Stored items
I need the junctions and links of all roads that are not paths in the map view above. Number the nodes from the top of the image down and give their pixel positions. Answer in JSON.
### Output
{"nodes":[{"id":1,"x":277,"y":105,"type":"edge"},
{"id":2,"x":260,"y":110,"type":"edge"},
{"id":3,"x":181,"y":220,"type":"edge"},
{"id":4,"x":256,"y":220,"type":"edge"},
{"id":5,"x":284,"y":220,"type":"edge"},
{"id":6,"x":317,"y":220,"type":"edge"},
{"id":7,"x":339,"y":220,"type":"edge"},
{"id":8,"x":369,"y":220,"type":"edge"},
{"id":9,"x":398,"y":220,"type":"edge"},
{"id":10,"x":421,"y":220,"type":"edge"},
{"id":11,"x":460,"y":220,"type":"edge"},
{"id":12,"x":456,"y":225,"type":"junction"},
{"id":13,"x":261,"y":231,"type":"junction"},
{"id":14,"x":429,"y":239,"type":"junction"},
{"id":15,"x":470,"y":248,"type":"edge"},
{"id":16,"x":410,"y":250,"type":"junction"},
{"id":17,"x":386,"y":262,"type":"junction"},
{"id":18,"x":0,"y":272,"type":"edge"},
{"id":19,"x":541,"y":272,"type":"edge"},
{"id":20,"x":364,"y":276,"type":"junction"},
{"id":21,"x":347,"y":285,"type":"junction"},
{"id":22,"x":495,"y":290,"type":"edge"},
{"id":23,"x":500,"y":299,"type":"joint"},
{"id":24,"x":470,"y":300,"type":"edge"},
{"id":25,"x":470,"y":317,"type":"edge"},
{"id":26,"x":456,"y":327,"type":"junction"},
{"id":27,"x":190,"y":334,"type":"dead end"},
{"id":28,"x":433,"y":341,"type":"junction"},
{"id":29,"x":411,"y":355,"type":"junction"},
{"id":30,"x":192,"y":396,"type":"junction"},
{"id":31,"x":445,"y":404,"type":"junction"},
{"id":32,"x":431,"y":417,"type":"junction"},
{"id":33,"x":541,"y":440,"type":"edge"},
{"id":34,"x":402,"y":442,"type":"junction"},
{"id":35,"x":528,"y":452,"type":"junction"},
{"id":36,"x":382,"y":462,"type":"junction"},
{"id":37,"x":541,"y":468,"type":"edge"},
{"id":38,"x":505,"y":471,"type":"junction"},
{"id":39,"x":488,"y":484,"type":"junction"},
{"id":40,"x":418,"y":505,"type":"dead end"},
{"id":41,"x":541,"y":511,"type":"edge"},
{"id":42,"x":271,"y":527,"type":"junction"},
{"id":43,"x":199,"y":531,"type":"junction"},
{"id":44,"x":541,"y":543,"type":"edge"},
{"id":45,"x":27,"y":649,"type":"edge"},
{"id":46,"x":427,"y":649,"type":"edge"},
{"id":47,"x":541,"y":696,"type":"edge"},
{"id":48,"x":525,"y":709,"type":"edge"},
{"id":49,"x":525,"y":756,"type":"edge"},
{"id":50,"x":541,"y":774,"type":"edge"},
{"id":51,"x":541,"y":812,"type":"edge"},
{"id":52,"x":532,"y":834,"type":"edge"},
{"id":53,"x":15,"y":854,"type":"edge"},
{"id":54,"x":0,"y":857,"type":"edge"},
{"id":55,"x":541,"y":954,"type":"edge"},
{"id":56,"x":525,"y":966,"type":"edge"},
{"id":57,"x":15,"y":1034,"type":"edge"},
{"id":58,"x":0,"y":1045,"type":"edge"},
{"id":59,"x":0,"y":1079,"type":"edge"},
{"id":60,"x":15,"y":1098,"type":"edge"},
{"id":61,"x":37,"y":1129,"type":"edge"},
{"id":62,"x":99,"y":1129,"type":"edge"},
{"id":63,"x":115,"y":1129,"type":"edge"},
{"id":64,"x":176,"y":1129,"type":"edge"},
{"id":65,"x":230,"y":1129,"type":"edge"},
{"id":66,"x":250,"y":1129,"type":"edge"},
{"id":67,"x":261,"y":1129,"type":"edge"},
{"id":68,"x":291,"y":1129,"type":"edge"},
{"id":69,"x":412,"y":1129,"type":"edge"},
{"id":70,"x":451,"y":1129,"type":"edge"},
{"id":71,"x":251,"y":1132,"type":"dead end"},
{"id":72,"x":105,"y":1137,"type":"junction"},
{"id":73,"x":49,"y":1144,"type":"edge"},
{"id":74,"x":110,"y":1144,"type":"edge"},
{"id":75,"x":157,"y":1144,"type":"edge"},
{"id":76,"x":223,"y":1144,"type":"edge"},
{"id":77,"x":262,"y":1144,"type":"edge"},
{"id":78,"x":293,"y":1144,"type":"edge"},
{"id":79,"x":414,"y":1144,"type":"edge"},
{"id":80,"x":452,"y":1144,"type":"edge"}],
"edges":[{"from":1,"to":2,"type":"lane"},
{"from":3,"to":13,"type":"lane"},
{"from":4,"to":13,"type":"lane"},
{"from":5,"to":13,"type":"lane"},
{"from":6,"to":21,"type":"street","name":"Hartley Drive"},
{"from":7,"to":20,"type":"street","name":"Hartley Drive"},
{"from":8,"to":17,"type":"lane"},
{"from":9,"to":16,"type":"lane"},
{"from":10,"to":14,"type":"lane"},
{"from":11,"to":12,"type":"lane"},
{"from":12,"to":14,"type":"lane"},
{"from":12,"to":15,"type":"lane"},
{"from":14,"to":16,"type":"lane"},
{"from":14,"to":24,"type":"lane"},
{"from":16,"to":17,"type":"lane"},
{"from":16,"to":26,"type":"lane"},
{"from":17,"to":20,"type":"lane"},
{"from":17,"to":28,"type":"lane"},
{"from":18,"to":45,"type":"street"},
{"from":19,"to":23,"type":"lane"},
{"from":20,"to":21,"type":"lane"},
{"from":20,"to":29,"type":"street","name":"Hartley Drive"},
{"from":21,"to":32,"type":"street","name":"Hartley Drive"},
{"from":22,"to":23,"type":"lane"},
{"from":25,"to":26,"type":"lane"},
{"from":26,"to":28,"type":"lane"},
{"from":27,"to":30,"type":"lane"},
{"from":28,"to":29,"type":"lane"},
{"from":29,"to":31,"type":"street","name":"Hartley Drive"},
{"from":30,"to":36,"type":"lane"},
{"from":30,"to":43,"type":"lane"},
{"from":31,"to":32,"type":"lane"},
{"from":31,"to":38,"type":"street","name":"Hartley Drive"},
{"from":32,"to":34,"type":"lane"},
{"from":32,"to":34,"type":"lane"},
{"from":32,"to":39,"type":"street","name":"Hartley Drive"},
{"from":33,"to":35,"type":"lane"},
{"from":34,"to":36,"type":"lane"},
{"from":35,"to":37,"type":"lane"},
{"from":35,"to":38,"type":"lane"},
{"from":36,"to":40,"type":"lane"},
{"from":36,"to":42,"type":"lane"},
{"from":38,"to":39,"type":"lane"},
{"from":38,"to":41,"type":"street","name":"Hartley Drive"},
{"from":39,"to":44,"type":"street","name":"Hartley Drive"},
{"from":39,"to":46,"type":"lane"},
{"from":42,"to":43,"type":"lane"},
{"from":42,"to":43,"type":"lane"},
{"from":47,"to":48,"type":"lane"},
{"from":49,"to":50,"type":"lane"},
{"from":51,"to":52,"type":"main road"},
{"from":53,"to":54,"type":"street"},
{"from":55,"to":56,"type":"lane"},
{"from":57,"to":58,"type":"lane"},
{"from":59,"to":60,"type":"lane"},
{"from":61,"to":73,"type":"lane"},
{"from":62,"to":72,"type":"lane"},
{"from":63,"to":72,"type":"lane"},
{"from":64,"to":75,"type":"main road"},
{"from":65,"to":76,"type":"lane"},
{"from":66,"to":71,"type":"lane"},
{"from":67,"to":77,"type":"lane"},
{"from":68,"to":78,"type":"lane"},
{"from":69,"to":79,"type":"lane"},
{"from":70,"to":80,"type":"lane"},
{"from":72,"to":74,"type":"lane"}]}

## What the task asks
Note every line of the entries in which "main" appears, and copy it down.

## Worked solution
{"from":51,"to":52,"type":"main road"},
{"from":64,"to":75,"type":"main road"},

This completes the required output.